We reject the People's contention that § 17-27-105(1)(e) permits a trial court to impose a longer sentence than the original sentence if it holds a resentencing hearing and that, instead of remanding the cause to the trial court with directions to impose a total sentence of six years or less, we should remand for a resentencing hearing at which the trial court may impose any sentence it deems appropriate.
While the trial court has the discretion to grant a hearing before resentencing an offender terminated from a community corrections program, § 17-27-105(1)(e) provides that "the court may resentence the offender without any further hearing." See also People v. Abdul, supra.
Contrary to the People's assertion, however, this language does not suggest that the trial court may increase the length of the offender's original sentence if it holds a resentencing hearing. Rather, the language merely reflects the General Assembly's intent to overrule statutorily the supreme court's holding in Wilson v. People, 747 P.2d 638 (Colo.1987) that such a hearing is required. See People v. Wilhite, 817 P.2d 1017 (Colo.1991), cert. denied, 502 U.S. 1103, 112 S. Ct. 1193, 117 L. Ed. 2d 434 (1992); People v. James, 940 P.2d 1092 (Colo.App.1996).
Under the circumstances presented here, we conclude that the appropriate remedy for the trial court's error is to vacate the sentence *933 and remand the cause with directions to reduce the term of incarceration imposed so that the aggregate sentence, including the term of mandatory parole, does not exceed six years (the length of the original community corrections sentence). See People v. Sandoval, 809 P.2d 1058 (Colo.App.1990); cf. People v. Espinoza, 985 P.2d 68, (Colo.App. 1999).

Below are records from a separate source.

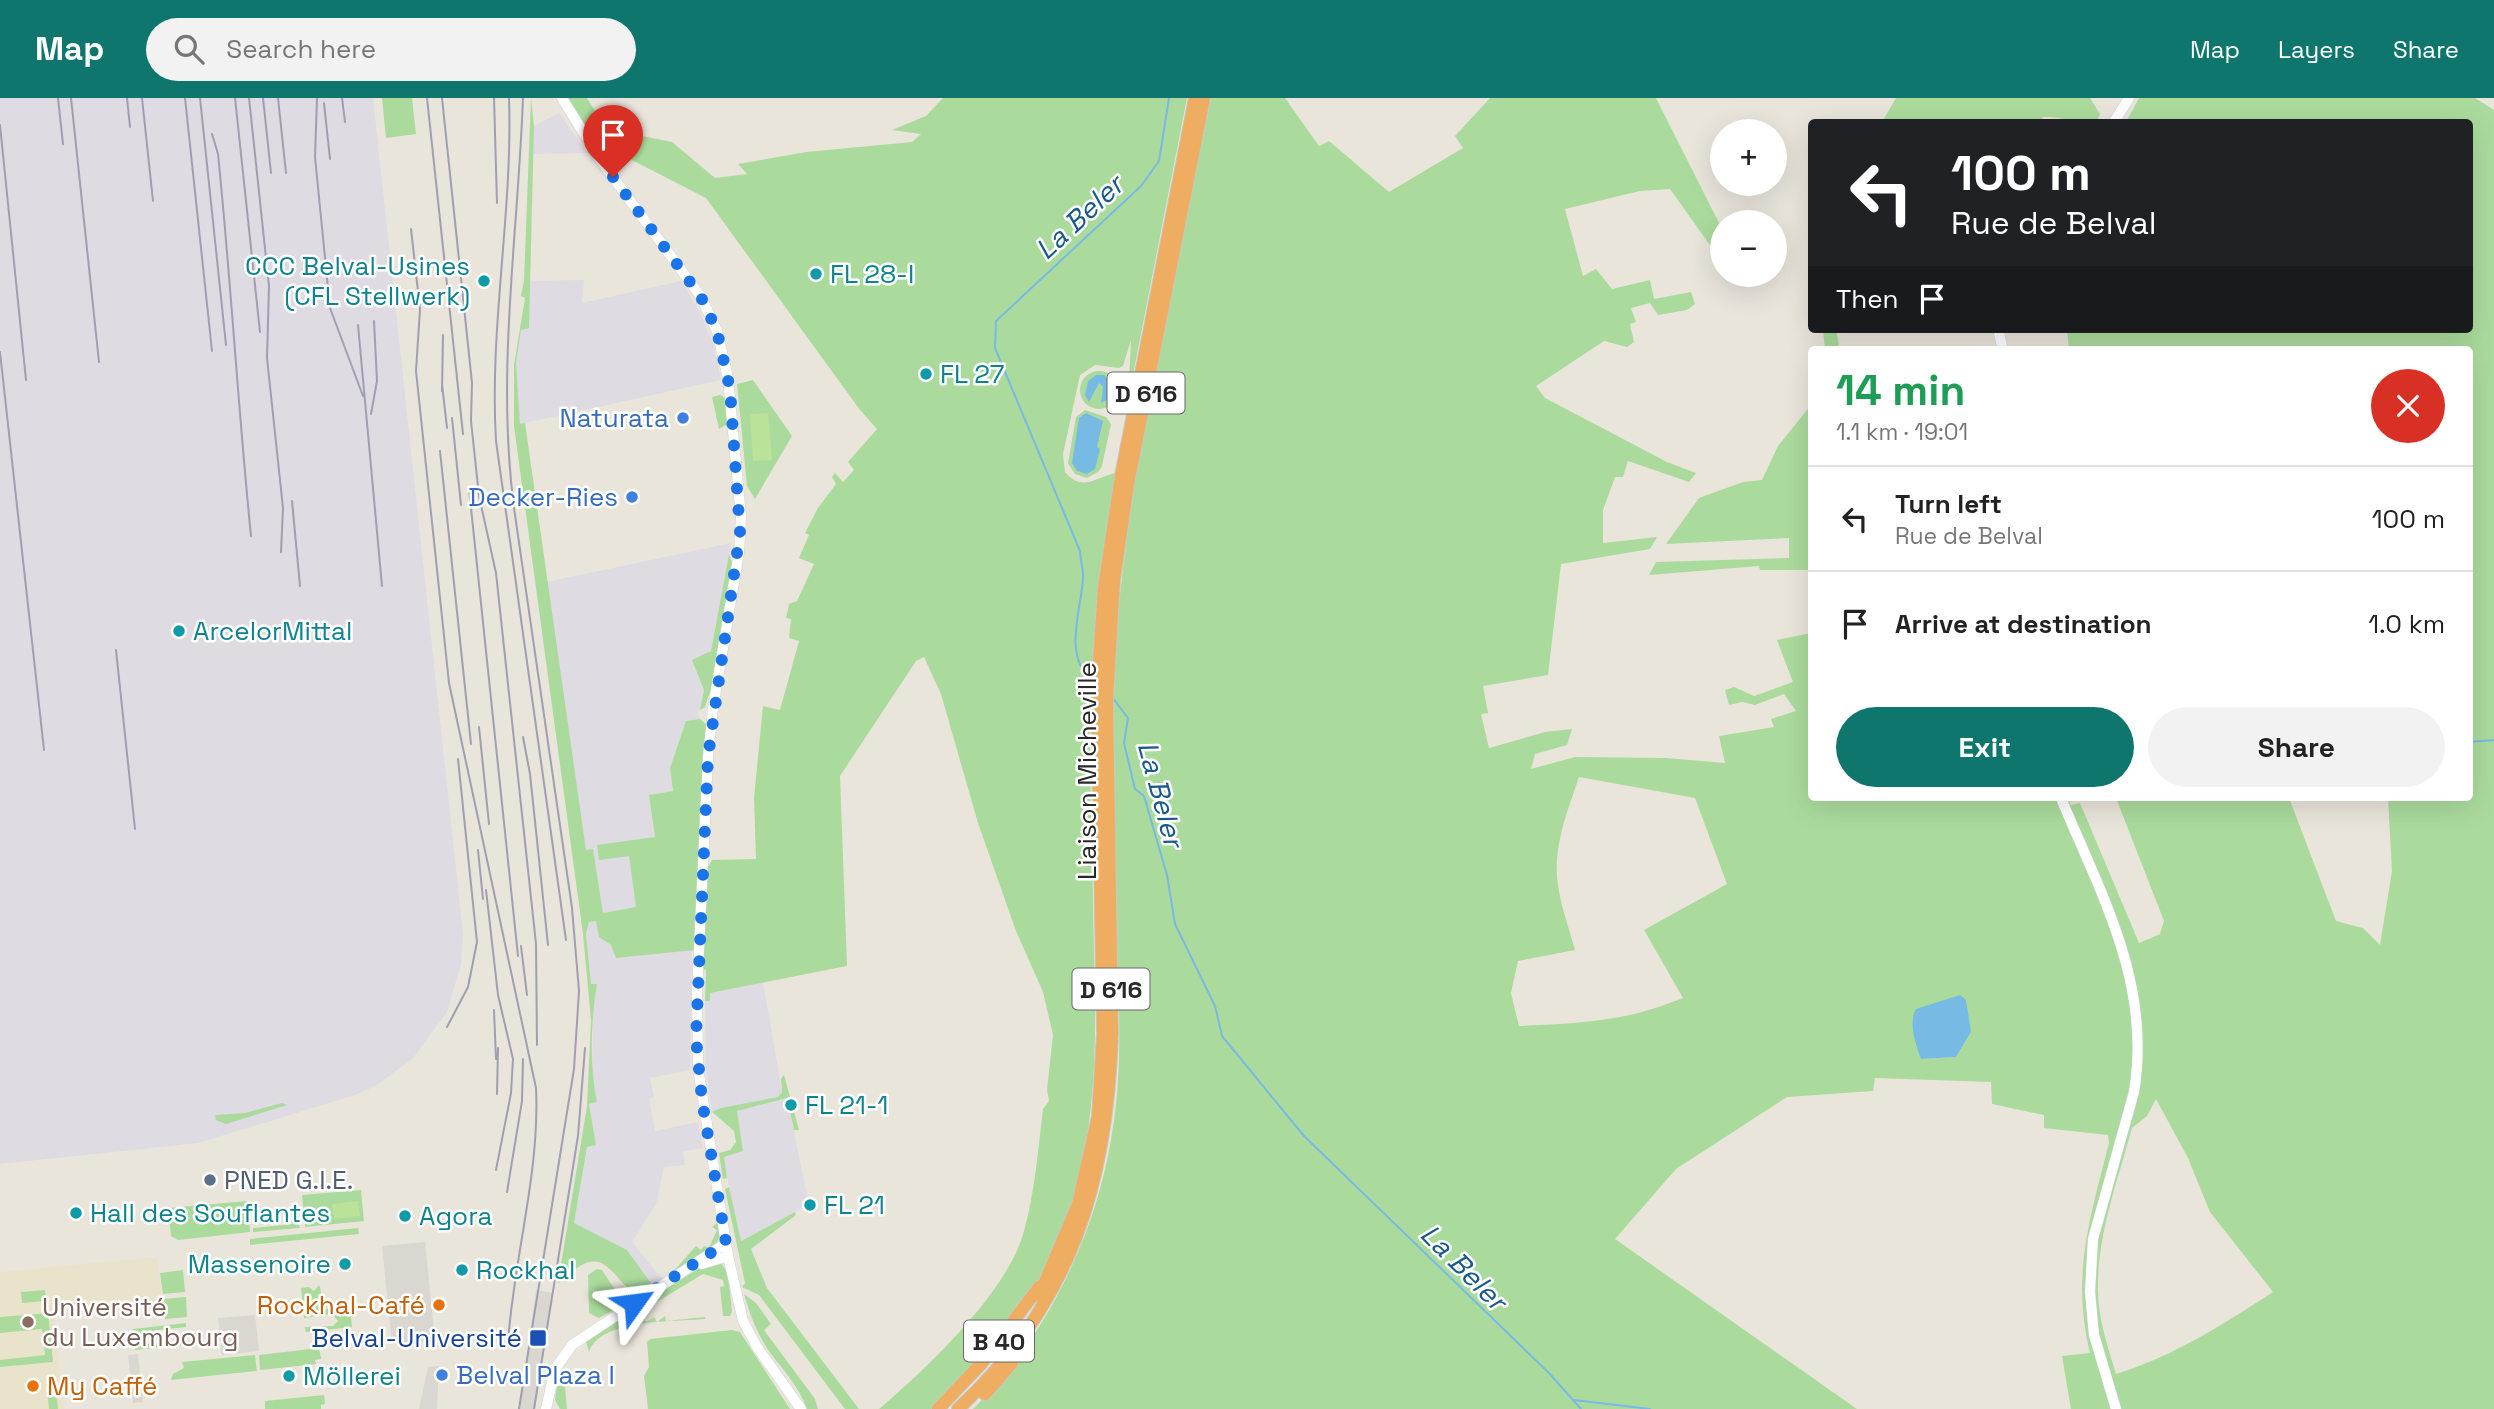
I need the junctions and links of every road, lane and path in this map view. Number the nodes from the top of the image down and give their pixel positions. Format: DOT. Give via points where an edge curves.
graph roads {
  1 [pos="562,98"];
  2 [pos="1195,98"];
  3 [pos="1204,98"];
  4 [pos="2129,98"];
  5 [pos="2117,119"];
  6 [pos="1102,690"];
  7 [pos="2061,801"];
  8 [pos="726,1243"];
  9 [pos="729,1256"];
  10 [pos="715,1260"];
  11 [pos="692,1268"];
  12 [pos="1058,1269"];
  13 [pos="732,1274"];
  14 [pos="546,1409"];
  15 [pos="799,1409"];
  16 [pos="938,1409"];
  17 [pos="950,1409"];
  18 [pos="958,1409"];
  19 [pos="970,1409"];
  20 [pos="2116,1409"];
  1 -- 8 [label="main road" via="601,161 701,297 717,331 730,389 740,498 739,548 710,731 696,1038"];
  2 -- 6 [label="highway, Liaison Micheville / D 616" via="1121,476 1104,588"];
  3 -- 6 [label="highway, Liaison Micheville / D 616" via="1128,484"];
  4 -- 5 [label="main road"];
  6 -- 12 [label="highway, Liaison Micheville / D 616" via="1111,1084 1093,1190"];
  7 -- 20 [label="main road" via="2122,946 2138,1016 2134,1092 2093,1239 2090,1292 2094,1335"];
  8 -- 9 [label="main road"];
  8 -- 11 [label="main road"];
  9 -- 10 [label="main road"];
  9 -- 13 [label="main road"];
  10 -- 11 [label="main road"];
  10 -- 13 [label="main road"];
  11 -- 14 [label="main road" via="572,1345 555,1369"];
  12 -- 16 [label="highway, B 40"];
  12 -- 17 [label="highway, Liaison Micheville / B 40" via="1009,1342"];
  12 -- 18 [label="highway, Liaison Micheville / B 40" via="1015,1347"];
  12 -- 19 [label="highway, B 40" via="1051,1301 1019,1354"];
  13 -- 15 [label="main road" via="750,1334"];
}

The presumptive range of sentences applicable to defendant's offense is two to six years imprisonment. Section 18-1-105(1)(a)(V)(A), C.R.S.1998. Thus, upon resentencing defendant, the trial court on remand can legally impose a total sentence of six years (a three-year prison term plus the mandatory three-year parole period).
We recognize that trial courts, mindful of the possibility that an offender's direct sentence to community corrections might later be revoked, may impose longer community corrections sentences in order to allow for the imposition upon resentencing of a substantial prison sentence plus the mandatory period of parole. Such sentences are permissible under § 17-27-105(1)(b), which, as previously discussed, does not limit the trial court's discretion in setting the length of a direct sentence to community corrections. And, as we have previously indicated, the trial court may modify the length of the original community corrections sentence pursuant to § 17-27-105(1)(h), if it determines that, because of the offender's success in the program, a sentence reduction would be appropriate.
In light of our conclusion that the sentence imposed upon resentencing violated § 17-27-105(1)(e) and that defendant must be resentenced to an aggregate sentence not exceeding six years, we need not address the parties' arguments regarding the propriety of the trial court's original order denying defendant's Crim. P. 35(c) motion.
The addendum order is reversed, the sentence is vacated, and the cause is remanded to the trial court with directions to impose a total sentence not exceeding six years.
MARQUEZ and ERICKSON[*], JJ., concur.NOTES
[*] Sitting by assignment of the Chief Justice under provisions of the Colo. Const. art. VI, Sec. 5(3), and § 24-51-1105, C.R.S.1998.